How To Lay Tile for Beginners

Written by Milan Jara

Lay Tile

Tile is a durable, good-looking flooring choice. It allows homeowners to be as creative as they like and is endlessly customizable because tile comes in a rainbow of colors, a wide selection of patterns, and many different sizes. Although laying tile looks challenging, it's a home improvement project that almost anyone can complete successfully!

Determine Square Footage to Estimate the Amount of Tile Needed

The first step of the project is buying the tile, and before that can happen the floor must be accurately measured. A rectangular room is pretty easy! Measure one long wall, and one short wall. Multiply the numbers together.

So, for example, if the long wall was 20 feet and the short wall was 15 feet, multiply 20x15. A room with these measurements would need 300 square feet of tile. Rooms with alcoves or L--shaped extensions should be measured as a series of rectangles. So if the main room is 20x15 and the L-extensions are 15x10, multiply each separately and then add them together. In this case, add 300 square feet (the square footage for the main part of the room) to 150 (the square footage of the extension).

Plan Tile Layout

After prepping the floor it's time to decide how to layout the tile. There are two reasons for doing this. One reason is to identify any issues with how the layout looks before setting the tile in mortar. The second reason is to make sure there's enough tile to complete the job. Now, lay a row of tiles moving out horizontally from the center tile, and then do the same moving vertically. Insert spacers as the tile is placed. Continue working row by row until the entire floor is laid out.

Stay Safe

Safety is paramount when doing any home improvement project. Wear gloves and a mask while mixing mortar and laying tile. Protective goggles are a great idea when cutting tile. Read the warnings on the mortar and grout and follow the instructions regarding storage and ventilation.

Mix Thinset Mortar and Apply to Floor

Thinset mortar is the adhesive that will hold the tile in place. Mix the mortar in a large bucket with the amount of water suggested by the manufacturer. Once mixed, let it sit for at least five minutes.

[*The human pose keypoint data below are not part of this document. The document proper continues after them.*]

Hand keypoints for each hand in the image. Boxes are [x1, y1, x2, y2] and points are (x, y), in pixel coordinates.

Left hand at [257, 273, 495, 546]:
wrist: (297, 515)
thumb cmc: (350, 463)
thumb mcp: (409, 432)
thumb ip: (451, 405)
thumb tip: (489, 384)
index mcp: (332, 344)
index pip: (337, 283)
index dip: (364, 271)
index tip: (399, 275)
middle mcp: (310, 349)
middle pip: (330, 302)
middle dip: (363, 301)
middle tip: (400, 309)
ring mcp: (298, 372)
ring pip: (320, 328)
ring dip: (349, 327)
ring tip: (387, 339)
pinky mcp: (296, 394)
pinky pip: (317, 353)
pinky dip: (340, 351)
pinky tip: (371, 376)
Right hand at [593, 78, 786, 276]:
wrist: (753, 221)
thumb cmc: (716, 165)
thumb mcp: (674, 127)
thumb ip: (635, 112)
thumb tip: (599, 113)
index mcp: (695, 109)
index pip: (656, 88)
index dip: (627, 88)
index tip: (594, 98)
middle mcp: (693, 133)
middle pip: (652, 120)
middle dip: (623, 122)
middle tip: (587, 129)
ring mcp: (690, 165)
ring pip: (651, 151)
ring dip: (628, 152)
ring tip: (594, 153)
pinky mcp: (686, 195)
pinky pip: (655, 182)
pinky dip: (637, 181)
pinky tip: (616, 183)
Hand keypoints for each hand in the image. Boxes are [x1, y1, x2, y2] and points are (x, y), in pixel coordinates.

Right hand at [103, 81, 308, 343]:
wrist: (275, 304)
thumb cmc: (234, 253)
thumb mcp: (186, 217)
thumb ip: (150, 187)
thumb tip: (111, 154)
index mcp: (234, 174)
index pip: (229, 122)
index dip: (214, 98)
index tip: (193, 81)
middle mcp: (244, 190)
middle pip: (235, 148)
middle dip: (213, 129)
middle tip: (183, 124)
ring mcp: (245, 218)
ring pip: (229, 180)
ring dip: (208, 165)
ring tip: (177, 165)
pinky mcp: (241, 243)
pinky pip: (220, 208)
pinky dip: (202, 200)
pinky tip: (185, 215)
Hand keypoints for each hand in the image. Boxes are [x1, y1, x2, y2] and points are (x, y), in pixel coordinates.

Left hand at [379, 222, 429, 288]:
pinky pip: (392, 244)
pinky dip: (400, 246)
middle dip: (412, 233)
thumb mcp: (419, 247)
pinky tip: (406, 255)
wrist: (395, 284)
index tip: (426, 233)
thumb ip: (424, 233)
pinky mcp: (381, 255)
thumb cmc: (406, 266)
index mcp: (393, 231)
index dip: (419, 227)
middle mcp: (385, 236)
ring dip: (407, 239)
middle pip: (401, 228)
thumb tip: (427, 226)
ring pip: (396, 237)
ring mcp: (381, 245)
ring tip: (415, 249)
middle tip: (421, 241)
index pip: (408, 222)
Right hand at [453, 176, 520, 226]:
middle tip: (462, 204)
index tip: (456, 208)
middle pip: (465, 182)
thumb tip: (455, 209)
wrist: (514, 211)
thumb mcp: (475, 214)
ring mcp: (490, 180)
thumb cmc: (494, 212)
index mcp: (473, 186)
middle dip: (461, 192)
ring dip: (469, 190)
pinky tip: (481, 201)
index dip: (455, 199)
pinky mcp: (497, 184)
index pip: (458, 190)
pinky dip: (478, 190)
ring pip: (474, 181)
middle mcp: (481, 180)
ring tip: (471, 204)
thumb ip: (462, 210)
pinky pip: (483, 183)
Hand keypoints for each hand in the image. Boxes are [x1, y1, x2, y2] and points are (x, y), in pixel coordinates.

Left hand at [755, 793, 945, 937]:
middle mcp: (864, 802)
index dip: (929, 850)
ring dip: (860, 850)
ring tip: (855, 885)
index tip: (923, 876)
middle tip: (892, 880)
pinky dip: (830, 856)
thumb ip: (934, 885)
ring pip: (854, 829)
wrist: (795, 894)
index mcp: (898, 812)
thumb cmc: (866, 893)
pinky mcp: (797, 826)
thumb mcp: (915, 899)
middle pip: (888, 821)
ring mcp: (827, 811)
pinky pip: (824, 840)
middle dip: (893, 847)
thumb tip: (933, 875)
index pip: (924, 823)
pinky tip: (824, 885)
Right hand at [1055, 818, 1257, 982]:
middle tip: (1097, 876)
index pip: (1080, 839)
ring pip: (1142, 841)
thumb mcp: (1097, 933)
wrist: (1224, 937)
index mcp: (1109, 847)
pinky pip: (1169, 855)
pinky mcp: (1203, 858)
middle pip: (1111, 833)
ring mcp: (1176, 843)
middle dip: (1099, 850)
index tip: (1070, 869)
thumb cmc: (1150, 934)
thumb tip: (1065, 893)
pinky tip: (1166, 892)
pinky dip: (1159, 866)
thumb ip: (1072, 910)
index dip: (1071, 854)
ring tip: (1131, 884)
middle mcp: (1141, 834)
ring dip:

It's important to know what sort of material the tile chosen is made of because different materials require the thin-set to be prepared in different ways.

For example, porcelain requires a thinset modified with an additive to bond with the floor correctly. The type of subfloor also matters. Wooden subfloor much is lightly damned before the thinset is applied.

Lay the Tile

The tile should be twisted gently as it is laid in the thinset. Pick it up to make sure the back is thoroughly coated in thinset, and then set it down once again. Take a damp sponge and wipe up any thinset that gets on the face of the tile. If a tile doesn't look right, pick it up and reset it. Put spacers around all sides of the tile. Continue laying tile, but always leave an escape route. Tile should not be walked on until the thinset has completely dried.

Level the Tiles

After placing four tiles, put a thin piece of wood across the top of the tiles. Lightly tap a rubber mallet against the wood. This levels and firmly set the tile into the thinset mortar. Continue working in groups of four tiles. Move away from the tiles from time to time to get another visual to double-check they are level. Some tiles will need to be cut to fit properly. Once all tile has been laid, the thinset needs to cure for about one day. Remove all the spacers after a day.

Scoring and Cutting Tile

Some tools are needed to properly cut tile. With small projects or mostly square or rectangular rooms, a manual snap cutter will suffice. A larger project or a room that requires many cuts will need an electric wet saw. Tile nippers are used for tiles that need to fit around a curve. Use an erasable marker to draw the needed cut into the tile. Score the tile by moving the cutter along the line. Then hold the tile in two hands and firmly snap it into pieces.

Grouting the Floor

Grout fills in the areas between the tiles created by the spacers. It completes the look. Grout comes in many different finishes, colors, and types. The type of grout needed depends on the material the tile is made of, while the color is up to the homeowner to decide! Start by using painter's tape to protect the bottom edges of the baseboards. Mix the grout in a large bucket following the directions on the back of the package. Mix grout in small batches to prevent it from drying out. A rubber grout float is used to apply the grout. Work in sweeping arcs and at an angle to one small square of tile at a time. Grout should be applied diagonally across the tile. Remove excess grout by using a damp sponge before moving on to the next section of tile. Mist water over the grout for three days after it's applied. The tile should also not be walked on for at least twelve hours. Sealing the grout will protect it from mold or mildew.